The trial court has determined that it possessed jurisdiction sufficient to warrant its intervention in the guardianship, and in light of the evidence produced it cannot be said that its implied findings thereon are without support.

However, to deprive a guardian, of his trust a showing of sufficient cause must be made. (Lord v. Hough, supra.) Necessarily such a question is one of fact and not of law to be determined in the discretion of the trial court. (Clark v. Superior Court, 20 Cal.App. 305, 309 [128 P. 1018].) The discretion of such court in the exercise of its power of supervision must not be arbitrary or capricious; it is a general discretion to be exercised within reason; not in disregard of, but with due regard to, the rights of all concerned. (Lord v. Hough, supra.) It is also true that a court may not substitute its judgment for that of the guardian unless it plainly appears that a case has been made justifying its interference with the discretion of the guardian as to what is for the best interests of the ward. (Latterman v. Guardian Life Ins. Co., 280 N.Y. 102 [19 N.E.2d 978, 127 A.L.R. 450].)

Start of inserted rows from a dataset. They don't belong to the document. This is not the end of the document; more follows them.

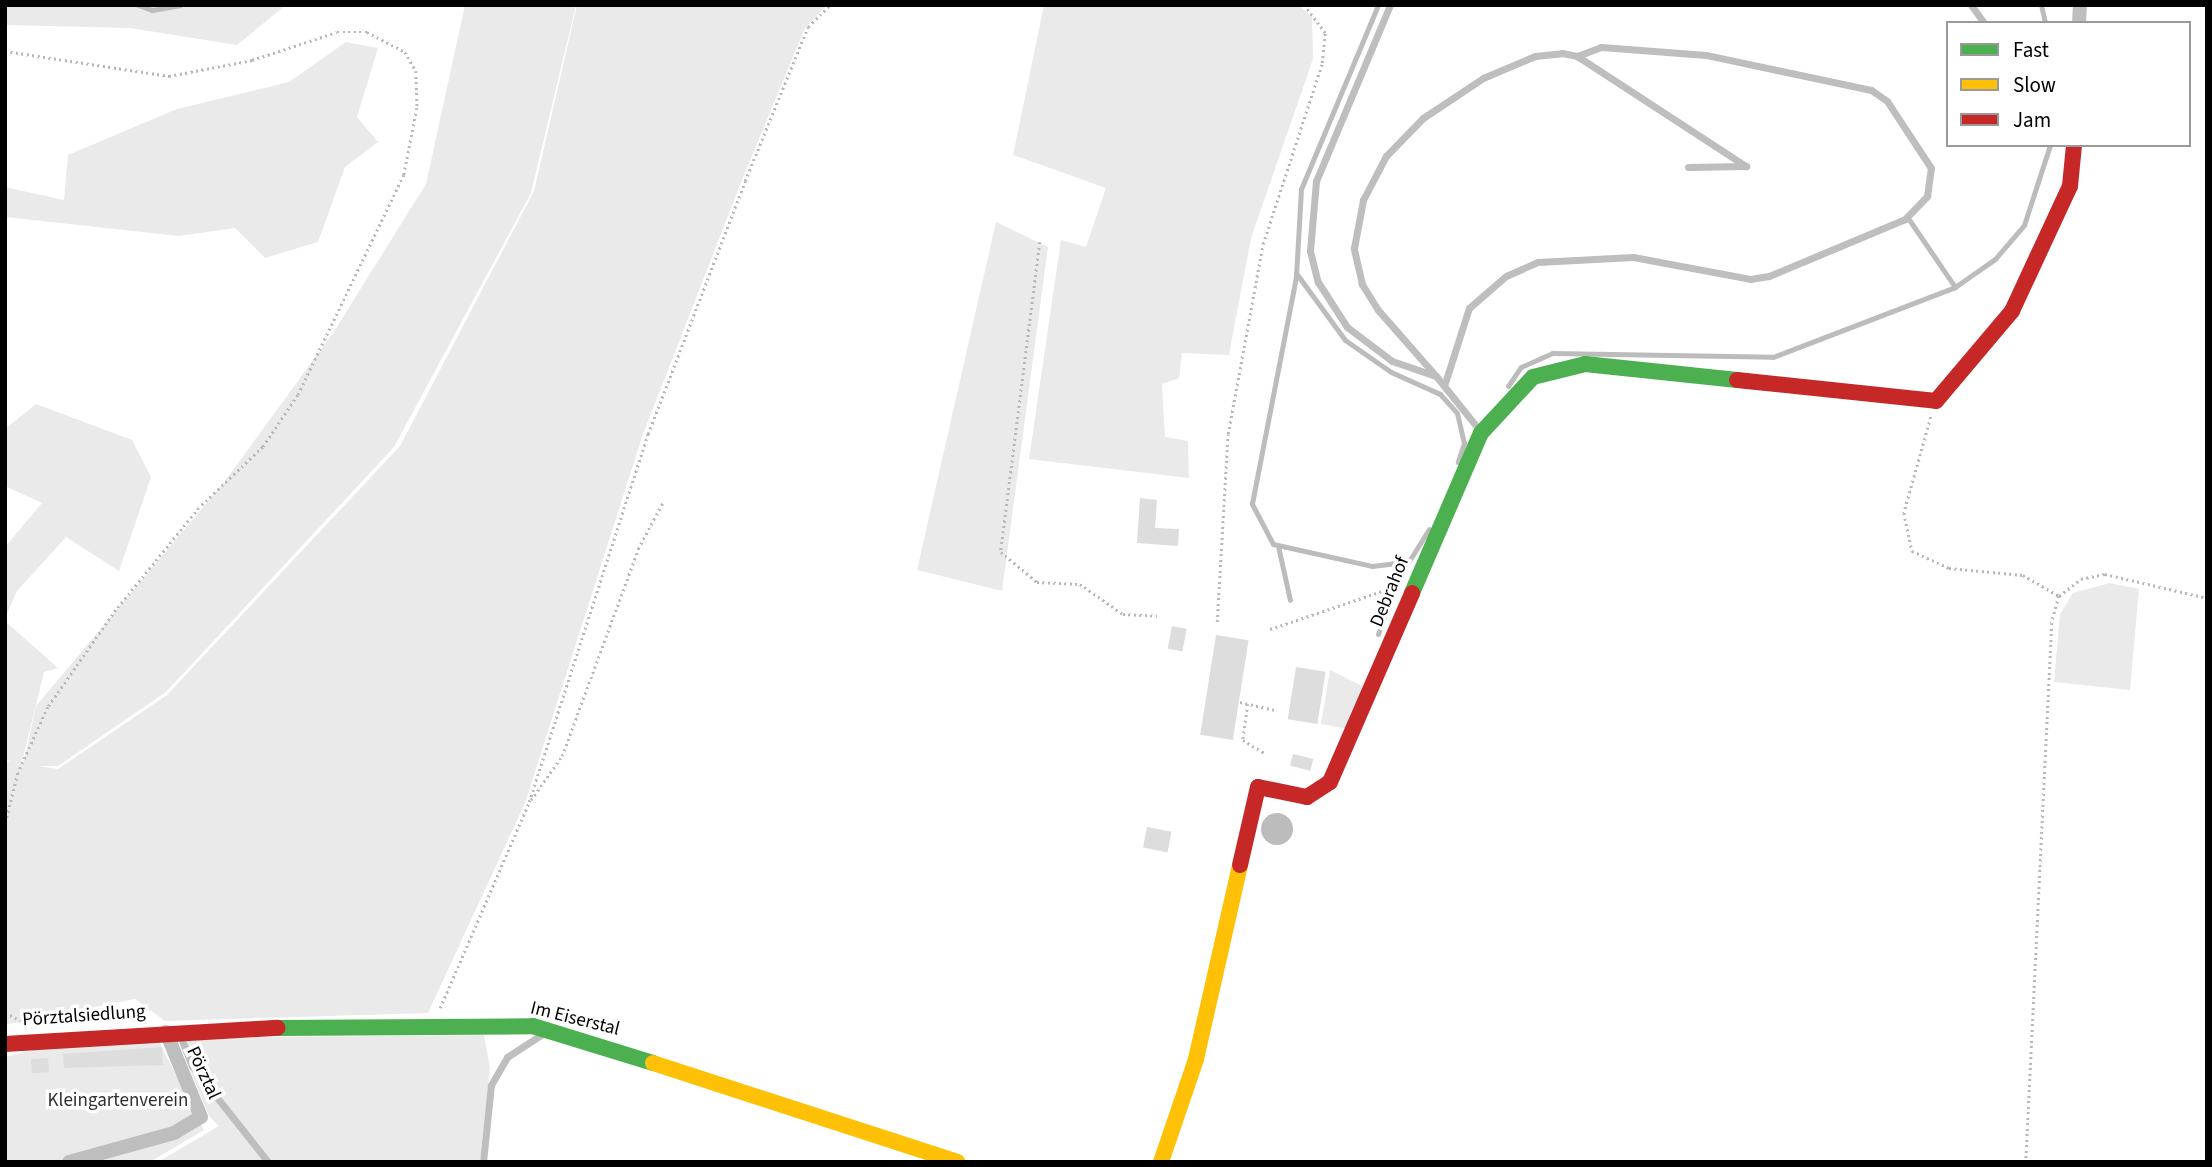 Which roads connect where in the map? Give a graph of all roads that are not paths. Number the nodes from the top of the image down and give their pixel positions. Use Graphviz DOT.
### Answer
graph roads {
  1 [pos="1390,5"];
  2 [pos="1971,5"];
  3 [pos="1983,21"];
  4 [pos="1577,56"];
  5 [pos="2072,147"];
  6 [pos="1688,167"];
  7 [pos="1436,376"];
  8 [pos="1445,383"];
  9 [pos="1481,433"];
  10 [pos="550,1030"];
  11 [pos="172,1031"];
  12 [pos="5,1044"];
  13 [pos="69,1162"];
  14 [pos="268,1162"];
  15 [pos="483,1162"];
  16 [pos="957,1162"];
  17 [pos="1161,1162"];
  1 -- 7 [label="lane"];
  2 -- 3 [label="lane"];
  4 -- 6 [label="lane"];
  4 -- 7 [label="lane"];
  4 -- 8 [label="lane"];
  5 -- 9 [label="street, Debrahof"];
  7 -- 8 [label="lane"];
  8 -- 9 [label="lane"];
  9 -- 17 [label="street, Debrahof"];
  10 -- 11 [label="street, Im Eiserstal"];
  10 -- 15 [label="lane"];
  10 -- 16 [label="street, Im Eiserstal"];
  11 -- 12 [label="street, Pörztalsiedlung"];
  11 -- 13 [label="street, Pörztal"];
  11 -- 14 [label="lane"];
}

Appellant has not shown wherein there has been such an abuse of discretion on the part of the trial court. Rather he has chosen to stand upon a strict interpretation of the law, which if concurred in by this court would nullify our well established principles of guardianship.'

It is, therefore, elementary to add that unless the evidence in support of the judgment of the trial court is so slight as to indicate a want of ordinary good judgment or that there are no reasonable inferences to be drawn from the evidence to support the judgment, such order will not be disturbed on appeal.

The order is affirmed.

Adams, P. J., and Thompson, J., concurred.

Appellant’s petition for a hearing by the Supreme Court was denied November 22, 1943. Carter, J., and Schauer, J., voted for a hearing.